[Opening Material for this exercise section]

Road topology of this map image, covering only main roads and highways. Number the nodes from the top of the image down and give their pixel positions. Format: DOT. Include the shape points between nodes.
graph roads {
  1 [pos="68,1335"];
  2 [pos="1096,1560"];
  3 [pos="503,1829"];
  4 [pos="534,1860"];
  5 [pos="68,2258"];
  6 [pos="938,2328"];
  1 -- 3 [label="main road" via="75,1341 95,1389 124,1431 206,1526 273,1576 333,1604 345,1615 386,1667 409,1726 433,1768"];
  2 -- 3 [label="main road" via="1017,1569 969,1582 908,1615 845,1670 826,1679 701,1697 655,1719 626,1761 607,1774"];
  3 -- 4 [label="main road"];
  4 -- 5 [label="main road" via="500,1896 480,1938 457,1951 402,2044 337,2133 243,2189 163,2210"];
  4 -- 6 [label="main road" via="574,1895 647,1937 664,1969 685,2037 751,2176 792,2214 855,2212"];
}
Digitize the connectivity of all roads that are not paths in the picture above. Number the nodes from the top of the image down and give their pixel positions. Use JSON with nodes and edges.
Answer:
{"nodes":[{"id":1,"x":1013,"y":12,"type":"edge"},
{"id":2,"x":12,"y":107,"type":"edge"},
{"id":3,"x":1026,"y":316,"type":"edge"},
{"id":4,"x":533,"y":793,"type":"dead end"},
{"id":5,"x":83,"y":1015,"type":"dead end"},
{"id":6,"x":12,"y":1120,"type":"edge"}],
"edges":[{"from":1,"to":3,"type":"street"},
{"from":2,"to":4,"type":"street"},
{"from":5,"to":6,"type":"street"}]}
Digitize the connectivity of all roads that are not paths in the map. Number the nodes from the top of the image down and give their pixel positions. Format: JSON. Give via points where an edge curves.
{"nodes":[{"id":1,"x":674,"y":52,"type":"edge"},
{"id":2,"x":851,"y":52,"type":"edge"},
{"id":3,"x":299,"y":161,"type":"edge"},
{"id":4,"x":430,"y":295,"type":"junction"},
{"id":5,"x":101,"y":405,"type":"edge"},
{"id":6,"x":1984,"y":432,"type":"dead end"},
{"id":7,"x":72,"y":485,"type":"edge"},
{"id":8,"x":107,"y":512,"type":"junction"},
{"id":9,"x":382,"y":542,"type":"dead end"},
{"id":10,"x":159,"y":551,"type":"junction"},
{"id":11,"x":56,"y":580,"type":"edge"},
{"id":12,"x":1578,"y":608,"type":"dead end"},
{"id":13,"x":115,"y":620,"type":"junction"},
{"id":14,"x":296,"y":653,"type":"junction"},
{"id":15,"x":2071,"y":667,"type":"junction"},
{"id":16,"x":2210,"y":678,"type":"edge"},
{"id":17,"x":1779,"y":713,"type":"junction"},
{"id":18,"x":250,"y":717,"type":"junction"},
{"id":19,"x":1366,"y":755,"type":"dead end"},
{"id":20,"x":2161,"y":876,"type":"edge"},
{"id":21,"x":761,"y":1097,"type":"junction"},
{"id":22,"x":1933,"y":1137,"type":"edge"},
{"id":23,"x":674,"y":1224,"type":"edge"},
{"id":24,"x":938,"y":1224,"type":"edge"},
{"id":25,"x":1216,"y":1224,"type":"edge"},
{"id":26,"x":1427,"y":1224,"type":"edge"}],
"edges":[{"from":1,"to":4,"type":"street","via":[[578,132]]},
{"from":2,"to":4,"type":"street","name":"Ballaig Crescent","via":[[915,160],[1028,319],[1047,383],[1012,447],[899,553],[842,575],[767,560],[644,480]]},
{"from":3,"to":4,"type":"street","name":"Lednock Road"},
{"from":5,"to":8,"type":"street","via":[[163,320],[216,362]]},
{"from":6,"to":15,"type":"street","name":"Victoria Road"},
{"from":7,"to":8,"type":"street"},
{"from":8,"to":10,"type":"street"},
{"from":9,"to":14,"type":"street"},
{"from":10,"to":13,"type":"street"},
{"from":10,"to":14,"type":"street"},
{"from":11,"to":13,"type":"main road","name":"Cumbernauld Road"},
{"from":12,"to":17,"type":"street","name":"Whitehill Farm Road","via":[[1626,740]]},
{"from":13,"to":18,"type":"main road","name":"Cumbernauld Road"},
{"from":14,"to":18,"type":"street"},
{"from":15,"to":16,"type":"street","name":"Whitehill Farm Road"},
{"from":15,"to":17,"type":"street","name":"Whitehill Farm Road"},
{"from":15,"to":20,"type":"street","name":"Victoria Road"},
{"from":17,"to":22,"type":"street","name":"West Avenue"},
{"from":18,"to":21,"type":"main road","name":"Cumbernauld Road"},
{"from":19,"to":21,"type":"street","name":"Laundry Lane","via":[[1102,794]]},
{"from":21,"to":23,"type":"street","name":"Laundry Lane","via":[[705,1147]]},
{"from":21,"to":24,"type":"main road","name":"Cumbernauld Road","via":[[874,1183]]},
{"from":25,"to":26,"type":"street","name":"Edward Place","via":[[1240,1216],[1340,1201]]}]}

[Closing Material for this exercise section]

Work to be completed: Give back the material above exactly as it was given.

Answer box:
Road topology of this map image, covering only main roads and highways. Number the nodes from the top of the image down and give their pixel positions. Format: DOT. Include the shape points between nodes.
graph roads {
  1 [pos="68,1335"];
  2 [pos="1096,1560"];
  3 [pos="503,1829"];
  4 [pos="534,1860"];
  5 [pos="68,2258"];
  6 [pos="938,2328"];
  1 -- 3 [label="main road" via="75,1341 95,1389 124,1431 206,1526 273,1576 333,1604 345,1615 386,1667 409,1726 433,1768"];
  2 -- 3 [label="main road" via="1017,1569 969,1582 908,1615 845,1670 826,1679 701,1697 655,1719 626,1761 607,1774"];
  3 -- 4 [label="main road"];
  4 -- 5 [label="main road" via="500,1896 480,1938 457,1951 402,2044 337,2133 243,2189 163,2210"];
  4 -- 6 [label="main road" via="574,1895 647,1937 664,1969 685,2037 751,2176 792,2214 855,2212"];
}
Digitize the connectivity of all roads that are not paths in the picture above. Number the nodes from the top of the image down and give their pixel positions. Use JSON with nodes and edges.
Answer:
{"nodes":[{"id":1,"x":1013,"y":12,"type":"edge"},
{"id":2,"x":12,"y":107,"type":"edge"},
{"id":3,"x":1026,"y":316,"type":"edge"},
{"id":4,"x":533,"y":793,"type":"dead end"},
{"id":5,"x":83,"y":1015,"type":"dead end"},
{"id":6,"x":12,"y":1120,"type":"edge"}],
"edges":[{"from":1,"to":3,"type":"street"},
{"from":2,"to":4,"type":"street"},
{"from":5,"to":6,"type":"street"}]}
Digitize the connectivity of all roads that are not paths in the map. Number the nodes from the top of the image down and give their pixel positions. Format: JSON. Give via points where an edge curves.
{"nodes":[{"id":1,"x":674,"y":52,"type":"edge"},
{"id":2,"x":851,"y":52,"type":"edge"},
{"id":3,"x":299,"y":161,"type":"edge"},
{"id":4,"x":430,"y":295,"type":"junction"},
{"id":5,"x":101,"y":405,"type":"edge"},
{"id":6,"x":1984,"y":432,"type":"dead end"},
{"id":7,"x":72,"y":485,"type":"edge"},
{"id":8,"x":107,"y":512,"type":"junction"},
{"id":9,"x":382,"y":542,"type":"dead end"},
{"id":10,"x":159,"y":551,"type":"junction"},
{"id":11,"x":56,"y":580,"type":"edge"},
{"id":12,"x":1578,"y":608,"type":"dead end"},
{"id":13,"x":115,"y":620,"type":"junction"},
{"id":14,"x":296,"y":653,"type":"junction"},
{"id":15,"x":2071,"y":667,"type":"junction"},
{"id":16,"x":2210,"y":678,"type":"edge"},
{"id":17,"x":1779,"y":713,"type":"junction"},
{"id":18,"x":250,"y":717,"type":"junction"},
{"id":19,"x":1366,"y":755,"type":"dead end"},
{"id":20,"x":2161,"y":876,"type":"edge"},
{"id":21,"x":761,"y":1097,"type":"junction"},
{"id":22,"x":1933,"y":1137,"type":"edge"},
{"id":23,"x":674,"y":1224,"type":"edge"},
{"id":24,"x":938,"y":1224,"type":"edge"},
{"id":25,"x":1216,"y":1224,"type":"edge"},
{"id":26,"x":1427,"y":1224,"type":"edge"}],
"edges":[{"from":1,"to":4,"type":"street","via":[[578,132]]},
{"from":2,"to":4,"type":"street","name":"Ballaig Crescent","via":[[915,160],[1028,319],[1047,383],[1012,447],[899,553],[842,575],[767,560],[644,480]]},
{"from":3,"to":4,"type":"street","name":"Lednock Road"},
{"from":5,"to":8,"type":"street","via":[[163,320],[216,362]]},
{"from":6,"to":15,"type":"street","name":"Victoria Road"},
{"from":7,"to":8,"type":"street"},
{"from":8,"to":10,"type":"street"},
{"from":9,"to":14,"type":"street"},
{"from":10,"to":13,"type":"street"},
{"from":10,"to":14,"type":"street"},
{"from":11,"to":13,"type":"main road","name":"Cumbernauld Road"},
{"from":12,"to":17,"type":"street","name":"Whitehill Farm Road","via":[[1626,740]]},
{"from":13,"to":18,"type":"main road","name":"Cumbernauld Road"},
{"from":14,"to":18,"type":"street"},
{"from":15,"to":16,"type":"street","name":"Whitehill Farm Road"},
{"from":15,"to":17,"type":"street","name":"Whitehill Farm Road"},
{"from":15,"to":20,"type":"street","name":"Victoria Road"},
{"from":17,"to":22,"type":"street","name":"West Avenue"},
{"from":18,"to":21,"type":"main road","name":"Cumbernauld Road"},
{"from":19,"to":21,"type":"street","name":"Laundry Lane","via":[[1102,794]]},
{"from":21,"to":23,"type":"street","name":"Laundry Lane","via":[[705,1147]]},
{"from":21,"to":24,"type":"main road","name":"Cumbernauld Road","via":[[874,1183]]},
{"from":25,"to":26,"type":"street","name":"Edward Place","via":[[1240,1216],[1340,1201]]}]}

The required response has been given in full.